Funny Tax Jokes Internal Revenue Service

The hardest thing in the world to understand is the income tax. Albert Einstein

1. Funny Tax Return

There was a man who made his tax returns promptly and properly only to find that he owed the IRS [Internal Revenue Service], in 1997, USD 3,407. [Somewhat less than £2,000] He packaged up his payment and included this letter:

Dear IRS,

Enclosed is my 1997 tax return and payment. Please take note of the attached article from the USA Today newspaper.
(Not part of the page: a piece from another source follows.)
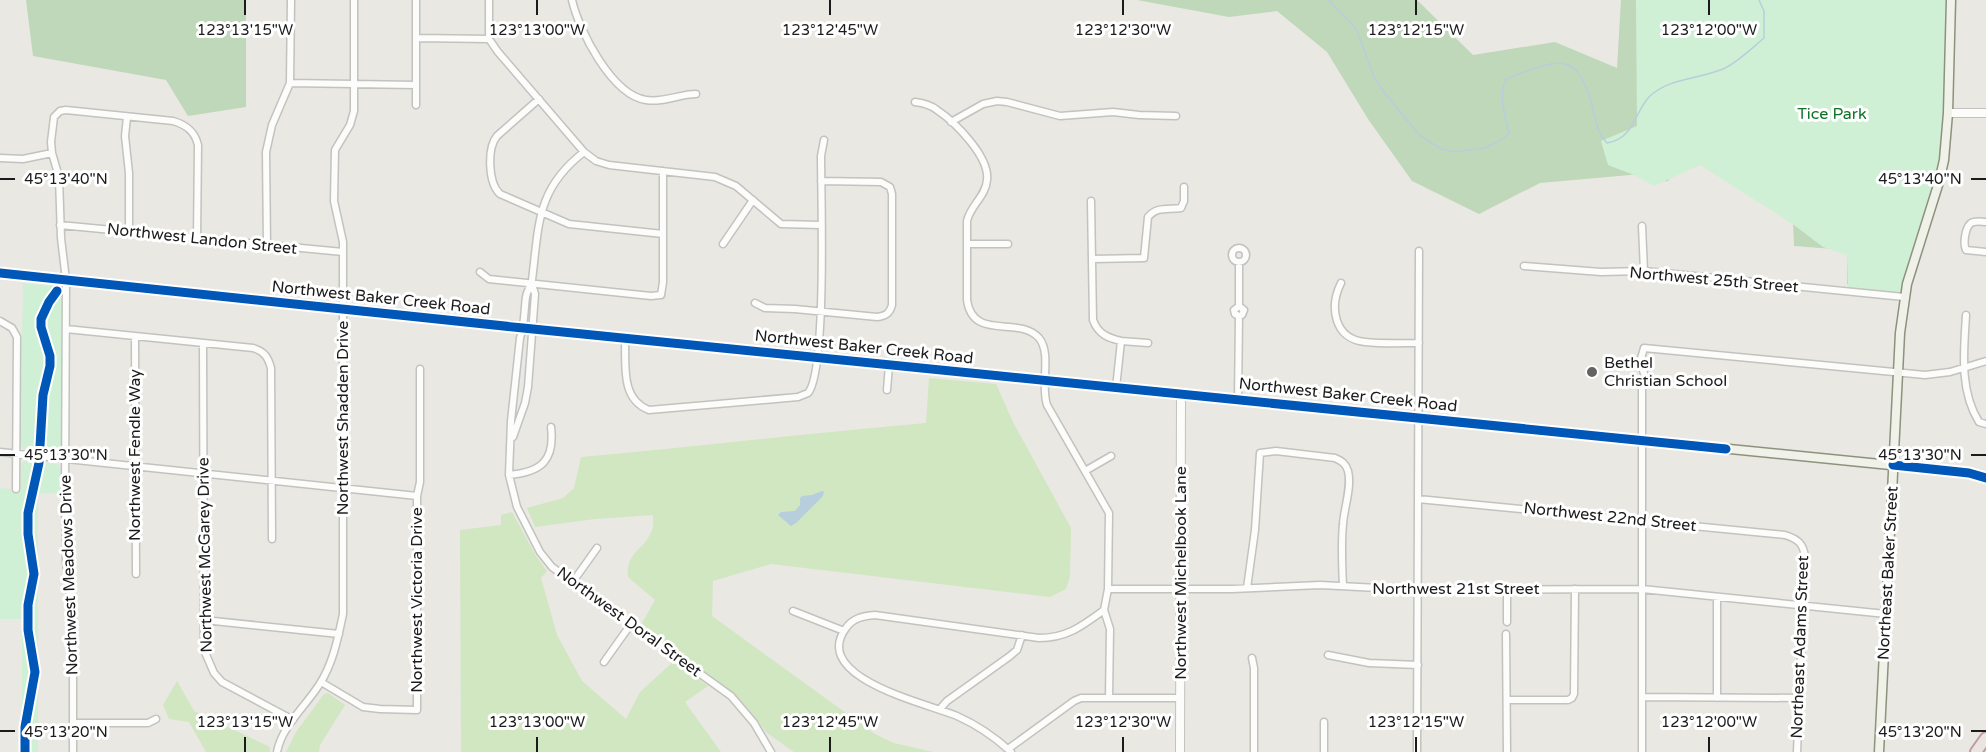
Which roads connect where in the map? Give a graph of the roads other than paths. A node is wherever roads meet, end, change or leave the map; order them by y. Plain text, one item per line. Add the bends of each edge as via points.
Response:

In the article, you will see that the Pentagon is paying $171.50 for hammers and NASA has paid $600.00 for a toilet seat.

Please find enclosed four toilet seats (value $2400) and six hammers (value $1029).

This brings my total payment to $3429.00. Please note the overpayment of $22.00 and apply it to the ‘Presidential Election Fund’, as noted on my return. Might I suggest you then send the above-mentioned fund a ‘1.5-inch screw’. (See attached article – HUD paid $22.00 for a 1.5-inch Phillips Head Screw.)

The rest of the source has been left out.